How does recycled wastewater taste? Apparently, great.
At least that's according to the dozen or so elected officials who gathered Tuesday, raising a glass filled with water purified at the Pismo Beach Wastewater Treatement Plant and toasting the latest achievement in a years-long process to bring recycled water to South County.
"This is an exciting opportunity for us to show that we can take wastewater and conserve it to potable water," Pismo Beach Mayor Ed Waage said in a ceremony before the tasting.
After he took his first sip? "Tastes great!" he laughed
Waage and mayors from Arroyo Grande and Grover Beach, as well as officials from the Oceano Community Services District and various city councils, all tested the water that went through an advanced three-step filtration process at the plant, making it safe to drink.
Central Coast Blue launched its demonstration facility this year to show the public how recycled water works on a smaller scale while a larger regional wastewater recycling project is in the design phase.
The set-up is relatively simple — treated wastewater goes through a three-step cleaning process, starting with microfiltration to remove particles and microorganisms in the water, then followed by reverse osmosis to clean out dissolved solids, contaminants and pathogens. Finally, it goes through ultraviolet disinfection and advanced oxidation to break down any remaining microorganisms and clean out toxins from the prior filtration processes.
This makes water that would normally be discarded into the ocean safe to inject back into the ground, so that it can then replenish the groundwater.
The demo facility has the capacity to recycle approximately 58,000 gallons of water per day. It was funded by IDE Technologies, an Israeli water desalination company, that partnered with Five Cities leaders to test out the process.
According to a news release, IDE Technologies is a recognized world leader in water treatment solutions and specializes in the development, engineering, construction and operation of some of the world’s largest and most advanced thermal and membrane desalination facilities and industrial water treatment plants.
This demonstration facility is just a taste of things to come.

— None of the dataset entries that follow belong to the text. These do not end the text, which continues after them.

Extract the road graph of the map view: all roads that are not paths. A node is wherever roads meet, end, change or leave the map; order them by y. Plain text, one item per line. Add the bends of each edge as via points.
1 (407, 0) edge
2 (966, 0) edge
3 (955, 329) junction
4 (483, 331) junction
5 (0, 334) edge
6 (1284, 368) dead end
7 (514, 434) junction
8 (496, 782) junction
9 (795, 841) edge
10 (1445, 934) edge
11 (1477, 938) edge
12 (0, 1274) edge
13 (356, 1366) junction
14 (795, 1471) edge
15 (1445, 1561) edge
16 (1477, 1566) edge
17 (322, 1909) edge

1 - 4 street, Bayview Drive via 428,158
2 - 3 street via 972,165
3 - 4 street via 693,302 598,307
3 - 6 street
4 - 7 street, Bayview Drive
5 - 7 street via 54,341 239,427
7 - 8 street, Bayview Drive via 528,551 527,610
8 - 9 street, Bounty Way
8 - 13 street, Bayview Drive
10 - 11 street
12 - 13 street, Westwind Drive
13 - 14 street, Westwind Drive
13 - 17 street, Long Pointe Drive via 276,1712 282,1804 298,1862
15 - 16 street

"This is a pilot program, but the real payoff is when we get through all of the permitting, location siting and so forth for the final prize, which is recycled water for South County," Waage said.
Pismo Beach first announced plans for its massive water recycling project in 2015, while the county was in the midst of one of the worst droughts on record. Though the drought has since been declared over, plans for the project have continued to move forward.
The Central Coast Blue project is a unified effort between multiple agencies, including Arroyo Grande, Grover Beach, the South San Luis Obispo County Sanitation District and the Oceano Community Services District.
"We have worked together on transit, on air, on recreation, on air pollution, so we've got a history of working together, and this is an exciting opportunity to continue that culture of working together for shared goals based upon our shared beliefs and vision," Grover Beach Mayor John Shoals said. "Central Coast Blue is gonna allow us to move forward, and lets us take charge of our water destiny."
Once completed, it will treat wastewater to be re-injected back into the groundwater basin; this will give an additional source of drinking water to residents in the South County, as well as help prevent seawater intrusion into the Santa Maria groundwater basin.
"This is a great day for the South County — I'm so proud to be here representing the city of Arroyo Grande and our stake in Central Coast Blue," Mayor Jim Hill said. "We're really excited about the potential of Central Coast Blue. This is a project that has taken a long time to get here."
The larger, permanent facility could increase municipal groundwater supplies by 30 percent and reduce the amount of treated wastewater discharged into the ocean by 77 percent. It is expected to begin construction in 2021.
The endeavor won't be cheap: Price estimates have varied widely depending on the size and scope of the project, but initial estimates placed it at around $29.7 million. Some of that could be paid for through grants.
Meanwhile, the temporary demo facility will remain up and running for the next year, giving project leads the opportunity to examine a working water recycling process as they design the larger, permanent facility.
For those interested in seeing how recycled water works, the demonstration facility is open to the public by appointment for the next year. To schedule a visit, go to centralcoastblue.com.
"I would invite everyone to come down and learn about this technology, and see that we can recycle water and end the threat of drought that has been hanging over the area for a long time," Hill said. "Invite your friends, and spread the word about Central Coast Blue."